Respondió sin despegar el cráneo de la mesa.

—Que te jodan.

Puse una moneda de plata en la mesa.

El sonido metálico lo empujó a levantar la vista. El tono moreno propio de su taza se había alterado hasta convertirse en un gris enfermizo, y la piel le colgaba fofa. Una dentadura podrida constituye la marca más común de un adicto al wyrm, y a pesar de ser consciente de ello me inquietó la tonalidad verde oscuro que dejó al descubierto su sonrisa. Pero sus ojos eran más perturbadores, puntos oscuros, diabólicos, en mitad de un iris blancuzco.

Me senté frente a él en una silla, procurando no pensar en el trasero que se había sentado ahí antes.

—Hay un par de cosas que debo averiguar —dije.

Se llevó la moneda de plata a la dentadura, y me preocupó que los dientes debilitados pudieran quebrarse al morder el metal. Pero no sucedió, se encogió de hombros y guardó la moneda en el bolsillo.

—¿Sí?

—Sé que formaste parte de la operación Acceso.

El miedo es lo último que pierde un adicto. Por lo visto, Afonso aún conservaba la cordura necesaria para que mi referencia lo preocupara.

—¿Qué sabes tú de eso? —preguntó, humedeciéndose los labios. La saliva se deslizó por la cadena de llagas que le desfiguraba la mitad inferior de la cara.

Me planteé mentirle, pero al final opté por no hacerlo: al cabo de veinte minutos ni siquiera recordaría la conversación, y nadie prestaría oídos a las palabras de un degenerado como él, por mucho que hablara.

—Mi unidad se encontraba a las afueras de Donknacht antes del armisticio. Nos encargaron la misión de escoltar a un colega tuyo. —Tendría que haber añadido que no nos lucimos, pero eso no tenía por qué saberlo—. Me refiero al hechicero Adelweid.

—Adelweid —repitió lentamente, como quien se esfuerza en recordar.

—Fuisteis compañeros de clase en la Academia.

—Sé a quién te refieres —replicó Cadamost, de malos modos—. ¿Con quién coño te crees que hablas?
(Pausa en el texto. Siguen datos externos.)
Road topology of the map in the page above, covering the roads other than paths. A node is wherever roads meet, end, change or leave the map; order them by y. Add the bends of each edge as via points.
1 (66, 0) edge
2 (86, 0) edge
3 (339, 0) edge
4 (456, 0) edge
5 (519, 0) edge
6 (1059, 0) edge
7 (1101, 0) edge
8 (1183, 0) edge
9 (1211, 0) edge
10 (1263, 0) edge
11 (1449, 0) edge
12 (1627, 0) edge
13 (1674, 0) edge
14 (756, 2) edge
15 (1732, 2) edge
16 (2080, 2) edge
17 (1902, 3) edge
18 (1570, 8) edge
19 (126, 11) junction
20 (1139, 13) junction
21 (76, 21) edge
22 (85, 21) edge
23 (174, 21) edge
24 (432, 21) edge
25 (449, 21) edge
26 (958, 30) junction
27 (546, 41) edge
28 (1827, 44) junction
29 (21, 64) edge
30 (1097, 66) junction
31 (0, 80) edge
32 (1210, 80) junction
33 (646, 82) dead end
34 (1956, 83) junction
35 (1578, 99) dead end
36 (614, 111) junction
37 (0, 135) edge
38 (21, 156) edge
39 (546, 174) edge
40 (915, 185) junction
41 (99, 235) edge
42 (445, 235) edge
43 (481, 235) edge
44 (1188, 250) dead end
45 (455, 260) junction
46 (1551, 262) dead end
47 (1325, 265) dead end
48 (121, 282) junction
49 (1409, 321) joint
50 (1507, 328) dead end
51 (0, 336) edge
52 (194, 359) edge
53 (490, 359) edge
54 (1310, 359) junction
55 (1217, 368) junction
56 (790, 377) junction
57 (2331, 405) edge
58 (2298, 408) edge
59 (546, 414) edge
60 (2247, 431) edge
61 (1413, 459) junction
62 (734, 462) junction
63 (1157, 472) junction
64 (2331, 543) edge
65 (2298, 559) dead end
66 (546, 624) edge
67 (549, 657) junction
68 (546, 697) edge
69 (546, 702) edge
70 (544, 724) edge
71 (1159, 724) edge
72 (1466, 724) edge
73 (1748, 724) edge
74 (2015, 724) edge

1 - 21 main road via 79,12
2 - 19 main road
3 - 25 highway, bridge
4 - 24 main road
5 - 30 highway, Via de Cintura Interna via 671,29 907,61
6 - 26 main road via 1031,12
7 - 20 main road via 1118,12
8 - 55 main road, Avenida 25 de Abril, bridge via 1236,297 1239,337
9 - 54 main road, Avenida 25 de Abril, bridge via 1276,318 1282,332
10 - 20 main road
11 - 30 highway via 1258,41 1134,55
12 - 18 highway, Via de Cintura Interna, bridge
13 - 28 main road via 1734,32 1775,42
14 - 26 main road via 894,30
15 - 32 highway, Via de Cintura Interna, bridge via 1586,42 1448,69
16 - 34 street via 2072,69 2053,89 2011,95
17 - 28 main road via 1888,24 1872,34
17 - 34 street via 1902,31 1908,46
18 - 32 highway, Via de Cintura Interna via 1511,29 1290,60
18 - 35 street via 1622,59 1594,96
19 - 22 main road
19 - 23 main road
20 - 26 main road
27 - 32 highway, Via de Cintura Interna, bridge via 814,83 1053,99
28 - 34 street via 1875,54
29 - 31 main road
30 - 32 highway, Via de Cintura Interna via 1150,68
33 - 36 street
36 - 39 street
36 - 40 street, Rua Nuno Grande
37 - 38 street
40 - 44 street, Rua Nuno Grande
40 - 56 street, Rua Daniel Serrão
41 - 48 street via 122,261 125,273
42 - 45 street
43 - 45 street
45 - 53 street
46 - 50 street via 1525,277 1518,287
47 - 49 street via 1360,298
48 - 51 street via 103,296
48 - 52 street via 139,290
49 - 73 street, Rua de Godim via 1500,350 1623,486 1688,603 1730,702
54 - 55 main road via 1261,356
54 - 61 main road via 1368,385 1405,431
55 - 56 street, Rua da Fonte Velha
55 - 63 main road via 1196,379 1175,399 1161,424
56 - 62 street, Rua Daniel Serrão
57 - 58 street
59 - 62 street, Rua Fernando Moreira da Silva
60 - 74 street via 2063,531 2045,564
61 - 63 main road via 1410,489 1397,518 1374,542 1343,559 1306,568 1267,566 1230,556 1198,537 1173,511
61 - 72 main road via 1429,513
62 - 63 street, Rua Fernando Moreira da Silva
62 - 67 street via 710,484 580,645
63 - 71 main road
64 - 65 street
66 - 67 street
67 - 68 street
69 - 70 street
Pues obviamente con un drogadicto. Cadamost dio una chupada a la pipa para tranquilizarse, lo que sirvió de poco para hacerme cambiar de opinión.

—Recuerdo a Adelweid —empezó de nuevo—. Él fue el principio, ¿sabes? El principio de todo. Un día encontró un diario en el archivo... La Corona tiene montañas de ese material de mierda, documentos que ha ido confiscando a lo largo de los años pero que nunca se ha molestado en inspeccionar. El tiempo lo había borrado en parte, escrito con una letra peculiar, pero lo que quedaba... —Movió los ojos de un lado a otro como una liebre asustada—. ¿Dices que estuviste ahí hasta el final?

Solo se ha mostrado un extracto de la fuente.